# RECORDS FOR THE EXERCISE:
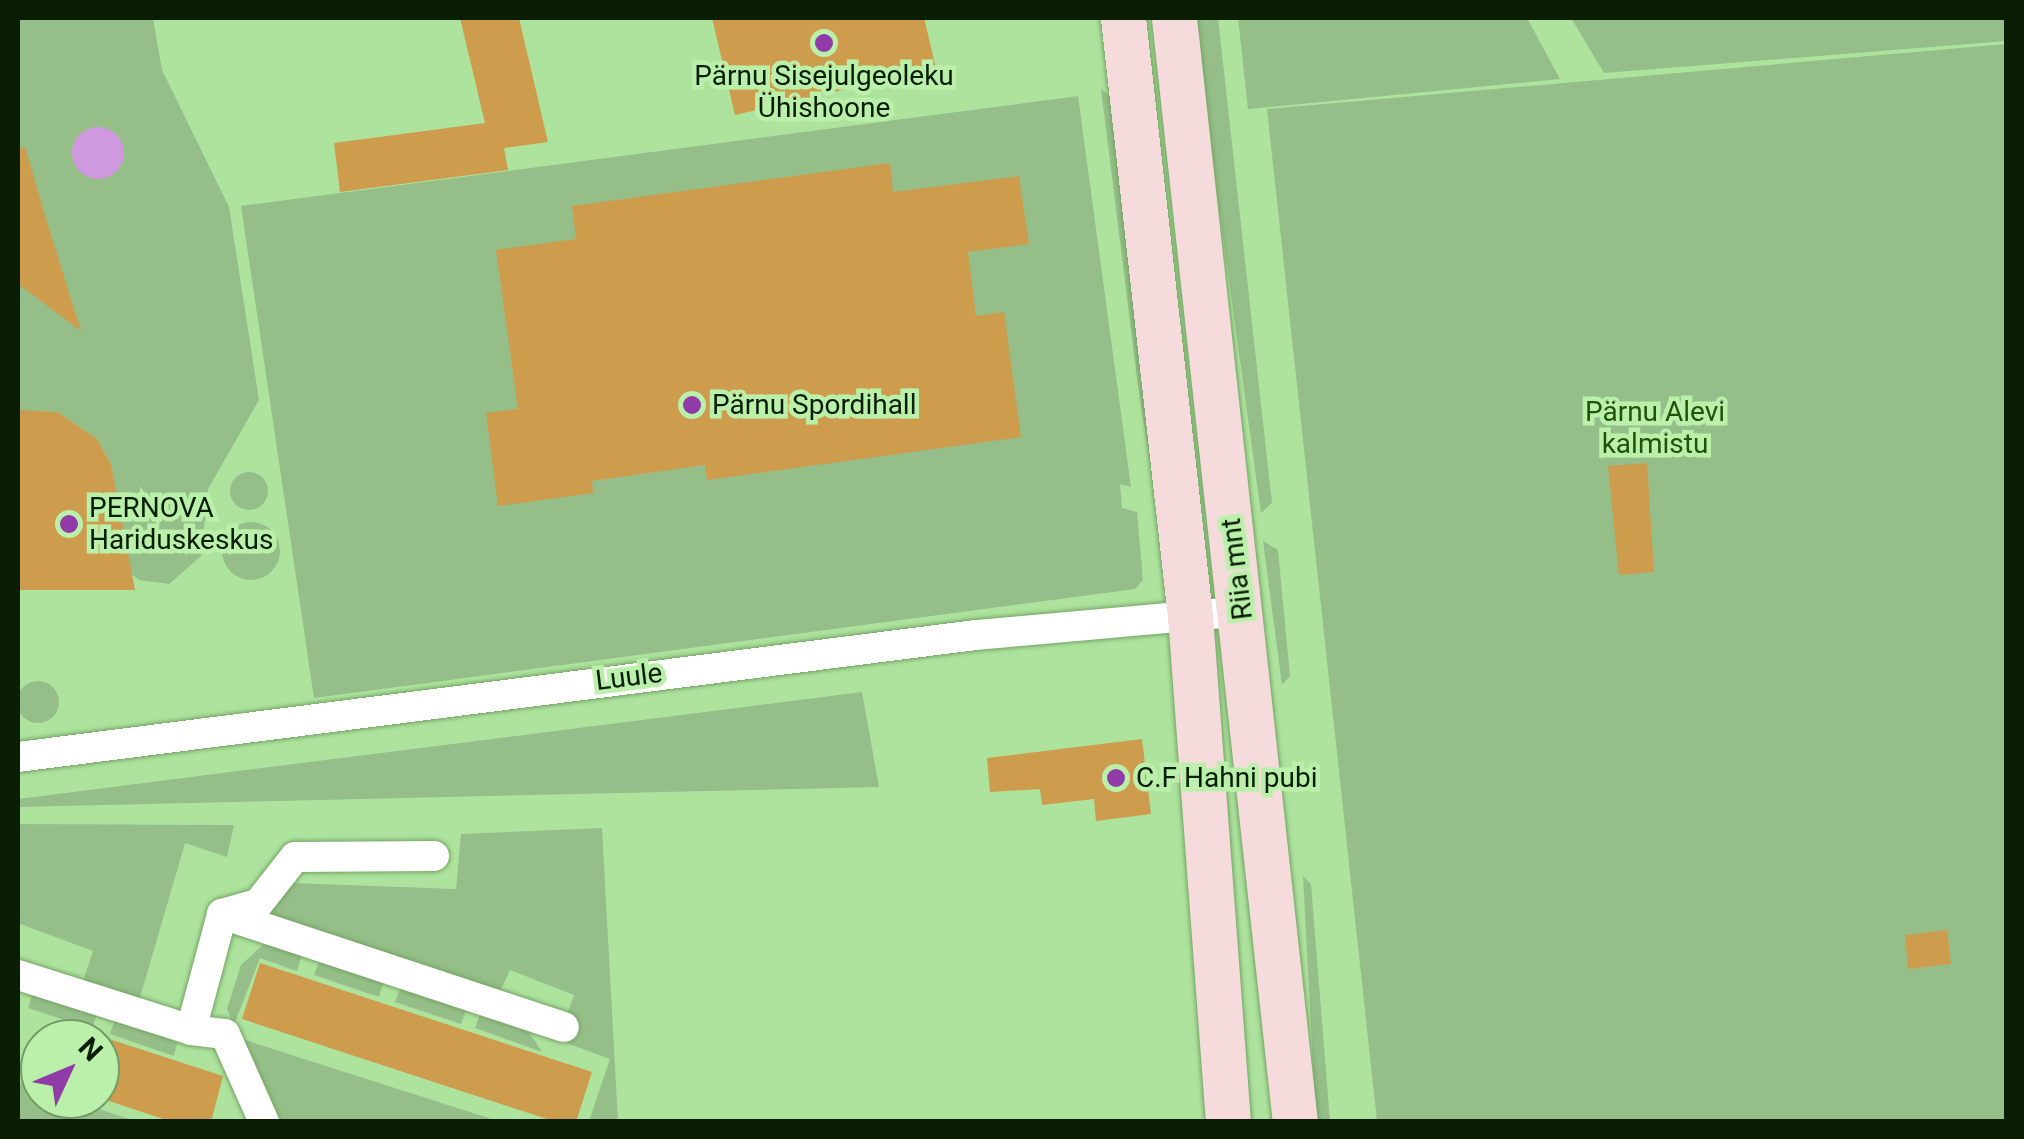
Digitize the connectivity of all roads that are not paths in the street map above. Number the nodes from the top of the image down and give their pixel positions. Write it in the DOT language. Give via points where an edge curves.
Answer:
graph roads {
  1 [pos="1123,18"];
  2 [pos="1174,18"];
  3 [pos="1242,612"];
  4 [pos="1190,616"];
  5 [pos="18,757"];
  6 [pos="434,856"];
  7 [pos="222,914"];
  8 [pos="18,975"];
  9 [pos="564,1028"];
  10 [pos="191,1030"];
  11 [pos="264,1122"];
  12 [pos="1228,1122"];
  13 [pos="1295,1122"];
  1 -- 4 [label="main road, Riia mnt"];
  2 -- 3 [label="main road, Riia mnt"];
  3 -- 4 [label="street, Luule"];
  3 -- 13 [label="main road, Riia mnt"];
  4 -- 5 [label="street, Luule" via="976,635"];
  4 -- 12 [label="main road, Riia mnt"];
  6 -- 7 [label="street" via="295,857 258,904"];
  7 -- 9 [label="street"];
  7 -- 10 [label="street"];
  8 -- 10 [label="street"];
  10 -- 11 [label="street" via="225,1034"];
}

# WORK INSTRUCTIONS:
Copy all records exactly; omit images.

# RESPONSE TO THIS EXERCISE:
Digitize the connectivity of all roads that are not paths in the street map above. Number the nodes from the top of the image down and give their pixel positions. Write it in the DOT language. Give via points where an edge curves.
Answer:
graph roads {
  1 [pos="1123,18"];
  2 [pos="1174,18"];
  3 [pos="1242,612"];
  4 [pos="1190,616"];
  5 [pos="18,757"];
  6 [pos="434,856"];
  7 [pos="222,914"];
  8 [pos="18,975"];
  9 [pos="564,1028"];
  10 [pos="191,1030"];
  11 [pos="264,1122"];
  12 [pos="1228,1122"];
  13 [pos="1295,1122"];
  1 -- 4 [label="main road, Riia mnt"];
  2 -- 3 [label="main road, Riia mnt"];
  3 -- 4 [label="street, Luule"];
  3 -- 13 [label="main road, Riia mnt"];
  4 -- 5 [label="street, Luule" via="976,635"];
  4 -- 12 [label="main road, Riia mnt"];
  6 -- 7 [label="street" via="295,857 258,904"];
  7 -- 9 [label="street"];
  7 -- 10 [label="street"];
  8 -- 10 [label="street"];
  10 -- 11 [label="street" via="225,1034"];
}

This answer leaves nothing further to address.